▸ **What you will do**: Each word in the data below should be copied exactly; the images should not.

[[ Input data, beginning ]]

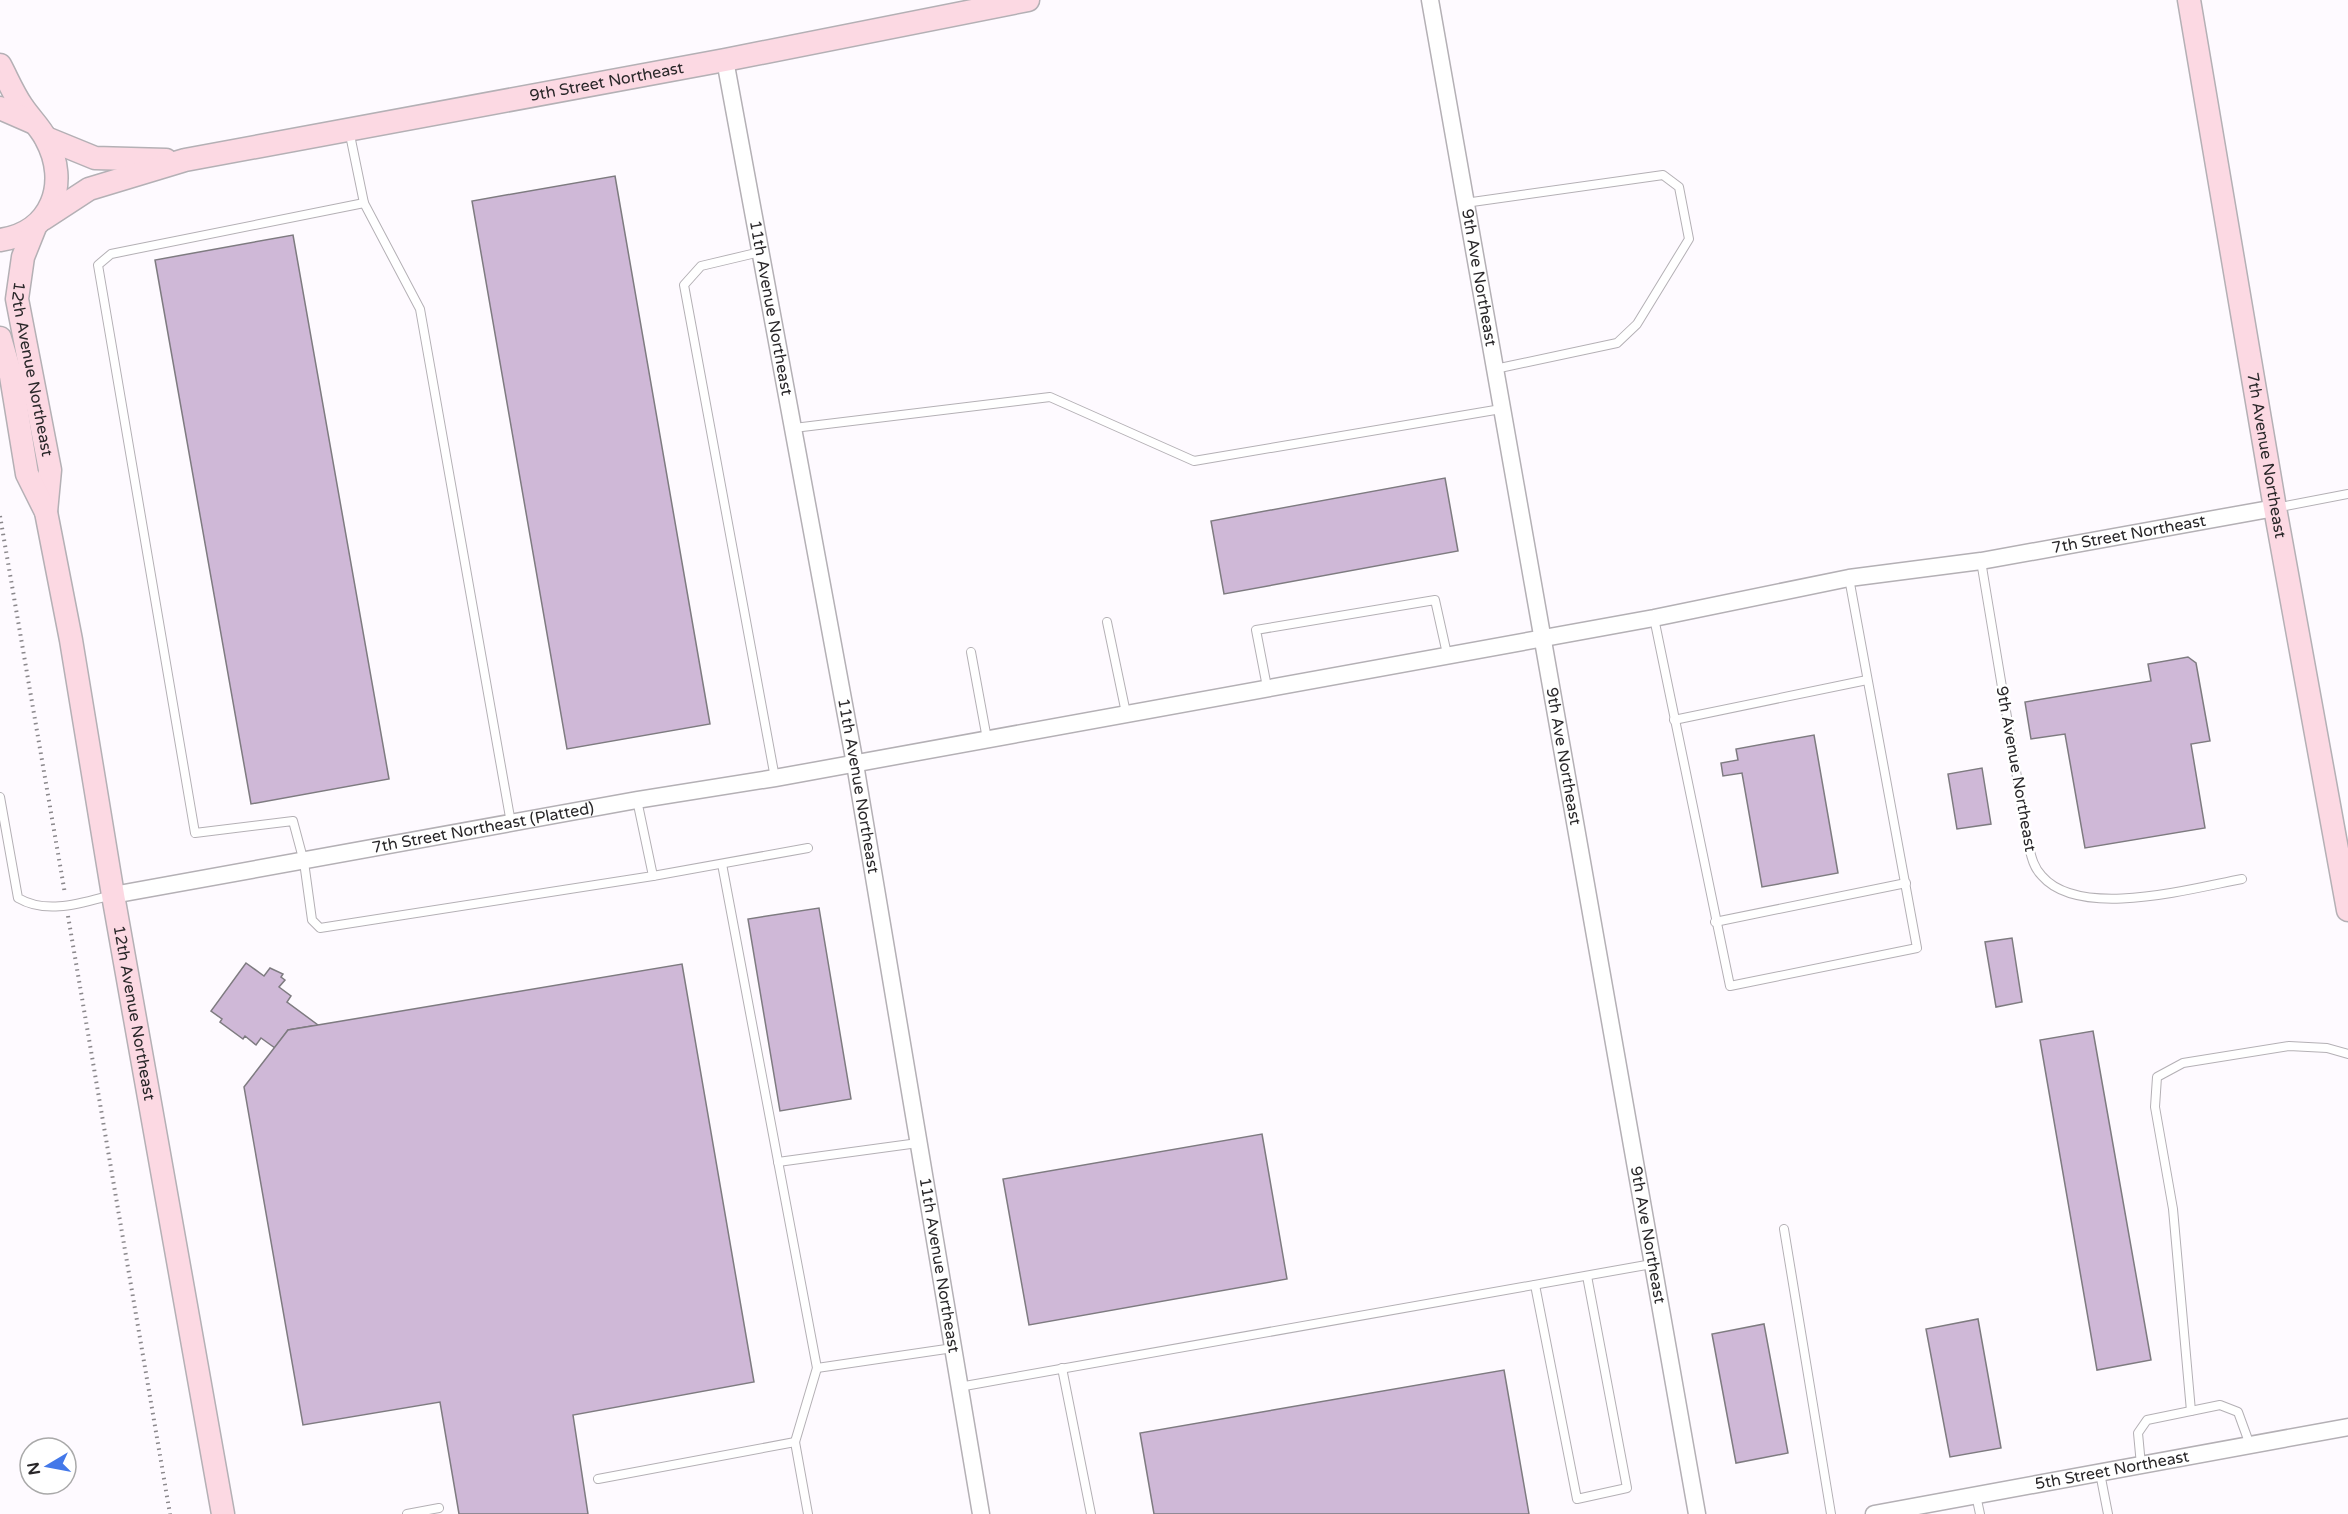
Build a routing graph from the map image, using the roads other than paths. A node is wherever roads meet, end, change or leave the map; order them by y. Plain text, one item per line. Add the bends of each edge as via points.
1 (1028, 0) edge
2 (1430, 0) edge
3 (2189, 0) edge
4 (725, 60) junction
5 (0, 65) edge
6 (0, 108) edge
7 (348, 129) junction
8 (41, 131) junction
9 (185, 160) junction
10 (364, 203) junction
11 (1465, 203) junction
12 (39, 223) junction
13 (0, 240) edge
14 (760, 252) junction
15 (0, 338) edge
16 (1495, 369) junction
17 (1501, 409) junction
18 (794, 428) junction
19 (2348, 494) edge
20 (2275, 508) junction
21 (46, 512) junction
22 (1981, 561) junction
23 (1849, 578) junction
24 (1654, 618) junction
25 (1107, 622) dead end
26 (1542, 636) junction
27 (971, 652) dead end
28 (1447, 654) junction
29 (1867, 680) junction
30 (1267, 687) junction
31 (1126, 713) junction
32 (1674, 720) junction
33 (987, 739) junction
34 (855, 764) junction
35 (776, 778) junction
36 (0, 797) edge
37 (637, 800) junction
38 (511, 823) junction
39 (808, 848) dead end
40 (304, 862) junction
41 (722, 864) junction
42 (653, 876) junction
43 (2242, 879) dead end
44 (1906, 883) junction
45 (113, 895) junction
46 (2348, 910) edge
47 (1715, 922) junction
48 (2348, 1054) edge
49 (918, 1143) junction
50 (778, 1162) junction
51 (1784, 1229) dead end
52 (1652, 1264) junction
53 (1587, 1276) junction
54 (1535, 1285) junction
55 (953, 1348) junction
56 (817, 1368) junction
57 (1062, 1368) junction
58 (959, 1386) junction
59 (2191, 1411) junction
60 (2348, 1427) edge
61 (795, 1442) junction
62 (2250, 1445) junction
63 (2141, 1465) junction
64 (2100, 1473) junction
65 (598, 1479) dead end
66 (1976, 1495) junction
67 (439, 1508) dead end
68 (223, 1514) edge
69 (407, 1514) edge
70 (808, 1514) edge
71 (981, 1514) edge
72 (1091, 1514) edge
73 (1697, 1514) edge
74 (1831, 1514) edge
75 (1874, 1514) edge
76 (1980, 1514) edge
77 (2108, 1514) edge

1 - 4 street, 9th Street Northeast via 954,11
2 - 11 street, 9th Ave Northeast
3 - 20 street, 7th Avenue Northeast
4 - 7 street, 9th Street Northeast
4 - 14 street, 11th Avenue Northeast
5 - 8 street
6 - 8 street, 9th Street Northeast via 12,111
7 - 9 street, 9th Street Northeast
7 - 10 lane
8 - 9 street, 9th Street Northeast via 94,158
8 - 12 street, 12th Avenue Northeast via 54,160 56,184 51,204
9 - 12 street, 9th Street Northeast via 89,189
10 - 38 lane via 420,309
10 - 40 lane via 111,254 98,265 195,832 293,821
11 - 16 street, 9th Ave Northeast
11 - 16 lane via 1663,175 1679,187 1689,239 1637,324 1617,343
12 - 13 street, 9th Street Northeast via 18,236
12 - 21 street, 12th Avenue Northeast via 23,257 17,299 50,470
14 - 18 street, 11th Avenue Northeast
14 - 35 lane via 701,266 684,285
15 - 21 street, 12th Avenue Northeast via 11,376 27,474
16 - 17 street, 9th Ave Northeast
17 - 18 lane via 1194,461 1050,397
17 - 26 street, 9th Ave Northeast
18 - 34 street, 11th Avenue Northeast
19 - 20 lane
20 - 22 street, 7th Street Northeast
20 - 46 street, 7th Avenue Northeast
21 - 45 street, 12th Avenue Northeast
22 - 23 street, 7th Street Northeast
22 - 43 lane, 9th Avenue Northeast via 2028,843 2033,863 2042,876 2052,885 2086,896 2140,899
23 - 24 street, 7th Street Northeast
23 - 29 lane
24 - 26 street, 7th Street Northeast
24 - 32 lane
25 - 31 lane
26 - 28 street, 7th Street Northeast
26 - 52 street, 9th Ave Northeast
27 - 33 lane
28 - 30 street, 7th Street Northeast (Platted)
28 - 30 lane via 1435,600 1257,630
29 - 32 lane
29 - 44 lane
30 - 31 street, 7th Street Northeast (Platted)
31 - 33 street, 7th Street Northeast (Platted)
32 - 47 lane
33 - 34 street, 7th Street Northeast (Platted)
34 - 35 street, 7th Street Northeast (Platted)
34 - 49 street, 11th Avenue Northeast
35 - 37 street, 7th Street Northeast (Platted)
36 - 45 lane via 18,898 33,907 67,907
37 - 38 street, 7th Street Northeast (Platted)
37 - 42 lane
38 - 40 street, 7th Street Northeast (Platted)
39 - 41 lane
40 - 42 lane via 312,920 320,928
40 - 45 street, 7th Street Northeast (Platted)
41 - 42 lane
41 - 50 lane
44 - 47 lane
44 - 47 lane via 1917,948 1730,986
45 - 68 street, 12th Avenue Northeast
48 - 59 lane via 2289,1046 2183,1063 2157,1077 2155,1107 2174,1209
49 - 50 lane
49 - 55 street, 11th Avenue Northeast
50 - 56 lane
51 - 74 lane
52 - 53 lane
52 - 73 street, 9th Ave Northeast
53 - 54 lane
53 - 54 lane via 1627,1488 1577,1499
54 - 57 lane
55 - 56 lane
55 - 58 street, 11th Avenue Northeast
56 - 61 lane
57 - 58 lane
57 - 72 lane
58 - 71 street, 11th Avenue Northeast
59 - 62 lane via 2220,1405 2238,1412
59 - 63 lane via 2147,1420 2139,1433
60 - 62 street, 5th Street Northeast
61 - 65 lane
61 - 70 lane
62 - 63 street, 5th Street Northeast
63 - 64 street, 5th Street Northeast
64 - 66 street, 5th Street Northeast
64 - 77 lane
66 - 75 street, 5th Street Northeast
66 - 76 lane
67 - 69 lane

[[ Input data, end ]]

▸ **Solved exercise**:
Build a routing graph from the map image, using the roads other than paths. A node is wherever roads meet, end, change or leave the map; order them by y. Plain text, one item per line. Add the bends of each edge as via points.
1 (1028, 0) edge
2 (1430, 0) edge
3 (2189, 0) edge
4 (725, 60) junction
5 (0, 65) edge
6 (0, 108) edge
7 (348, 129) junction
8 (41, 131) junction
9 (185, 160) junction
10 (364, 203) junction
11 (1465, 203) junction
12 (39, 223) junction
13 (0, 240) edge
14 (760, 252) junction
15 (0, 338) edge
16 (1495, 369) junction
17 (1501, 409) junction
18 (794, 428) junction
19 (2348, 494) edge
20 (2275, 508) junction
21 (46, 512) junction
22 (1981, 561) junction
23 (1849, 578) junction
24 (1654, 618) junction
25 (1107, 622) dead end
26 (1542, 636) junction
27 (971, 652) dead end
28 (1447, 654) junction
29 (1867, 680) junction
30 (1267, 687) junction
31 (1126, 713) junction
32 (1674, 720) junction
33 (987, 739) junction
34 (855, 764) junction
35 (776, 778) junction
36 (0, 797) edge
37 (637, 800) junction
38 (511, 823) junction
39 (808, 848) dead end
40 (304, 862) junction
41 (722, 864) junction
42 (653, 876) junction
43 (2242, 879) dead end
44 (1906, 883) junction
45 (113, 895) junction
46 (2348, 910) edge
47 (1715, 922) junction
48 (2348, 1054) edge
49 (918, 1143) junction
50 (778, 1162) junction
51 (1784, 1229) dead end
52 (1652, 1264) junction
53 (1587, 1276) junction
54 (1535, 1285) junction
55 (953, 1348) junction
56 (817, 1368) junction
57 (1062, 1368) junction
58 (959, 1386) junction
59 (2191, 1411) junction
60 (2348, 1427) edge
61 (795, 1442) junction
62 (2250, 1445) junction
63 (2141, 1465) junction
64 (2100, 1473) junction
65 (598, 1479) dead end
66 (1976, 1495) junction
67 (439, 1508) dead end
68 (223, 1514) edge
69 (407, 1514) edge
70 (808, 1514) edge
71 (981, 1514) edge
72 (1091, 1514) edge
73 (1697, 1514) edge
74 (1831, 1514) edge
75 (1874, 1514) edge
76 (1980, 1514) edge
77 (2108, 1514) edge

1 - 4 street, 9th Street Northeast via 954,11
2 - 11 street, 9th Ave Northeast
3 - 20 street, 7th Avenue Northeast
4 - 7 street, 9th Street Northeast
4 - 14 street, 11th Avenue Northeast
5 - 8 street
6 - 8 street, 9th Street Northeast via 12,111
7 - 9 street, 9th Street Northeast
7 - 10 lane
8 - 9 street, 9th Street Northeast via 94,158
8 - 12 street, 12th Avenue Northeast via 54,160 56,184 51,204
9 - 12 street, 9th Street Northeast via 89,189
10 - 38 lane via 420,309
10 - 40 lane via 111,254 98,265 195,832 293,821
11 - 16 street, 9th Ave Northeast
11 - 16 lane via 1663,175 1679,187 1689,239 1637,324 1617,343
12 - 13 street, 9th Street Northeast via 18,236
12 - 21 street, 12th Avenue Northeast via 23,257 17,299 50,470
14 - 18 street, 11th Avenue Northeast
14 - 35 lane via 701,266 684,285
15 - 21 street, 12th Avenue Northeast via 11,376 27,474
16 - 17 street, 9th Ave Northeast
17 - 18 lane via 1194,461 1050,397
17 - 26 street, 9th Ave Northeast
18 - 34 street, 11th Avenue Northeast
19 - 20 lane
20 - 22 street, 7th Street Northeast
20 - 46 street, 7th Avenue Northeast
21 - 45 street, 12th Avenue Northeast
22 - 23 street, 7th Street Northeast
22 - 43 lane, 9th Avenue Northeast via 2028,843 2033,863 2042,876 2052,885 2086,896 2140,899
23 - 24 street, 7th Street Northeast
23 - 29 lane
24 - 26 street, 7th Street Northeast
24 - 32 lane
25 - 31 lane
26 - 28 street, 7th Street Northeast
26 - 52 street, 9th Ave Northeast
27 - 33 lane
28 - 30 street, 7th Street Northeast (Platted)
28 - 30 lane via 1435,600 1257,630
29 - 32 lane
29 - 44 lane
30 - 31 street, 7th Street Northeast (Platted)
31 - 33 street, 7th Street Northeast (Platted)
32 - 47 lane
33 - 34 street, 7th Street Northeast (Platted)
34 - 35 street, 7th Street Northeast (Platted)
34 - 49 street, 11th Avenue Northeast
35 - 37 street, 7th Street Northeast (Platted)
36 - 45 lane via 18,898 33,907 67,907
37 - 38 street, 7th Street Northeast (Platted)
37 - 42 lane
38 - 40 street, 7th Street Northeast (Platted)
39 - 41 lane
40 - 42 lane via 312,920 320,928
40 - 45 street, 7th Street Northeast (Platted)
41 - 42 lane
41 - 50 lane
44 - 47 lane
44 - 47 lane via 1917,948 1730,986
45 - 68 street, 12th Avenue Northeast
48 - 59 lane via 2289,1046 2183,1063 2157,1077 2155,1107 2174,1209
49 - 50 lane
49 - 55 street, 11th Avenue Northeast
50 - 56 lane
51 - 74 lane
52 - 53 lane
52 - 73 street, 9th Ave Northeast
53 - 54 lane
53 - 54 lane via 1627,1488 1577,1499
54 - 57 lane
55 - 56 lane
55 - 58 street, 11th Avenue Northeast
56 - 61 lane
57 - 58 lane
57 - 72 lane
58 - 71 street, 11th Avenue Northeast
59 - 62 lane via 2220,1405 2238,1412
59 - 63 lane via 2147,1420 2139,1433
60 - 62 street, 5th Street Northeast
61 - 65 lane
61 - 70 lane
62 - 63 street, 5th Street Northeast
63 - 64 street, 5th Street Northeast
64 - 66 street, 5th Street Northeast
64 - 77 lane
66 - 75 street, 5th Street Northeast
66 - 76 lane
67 - 69 lane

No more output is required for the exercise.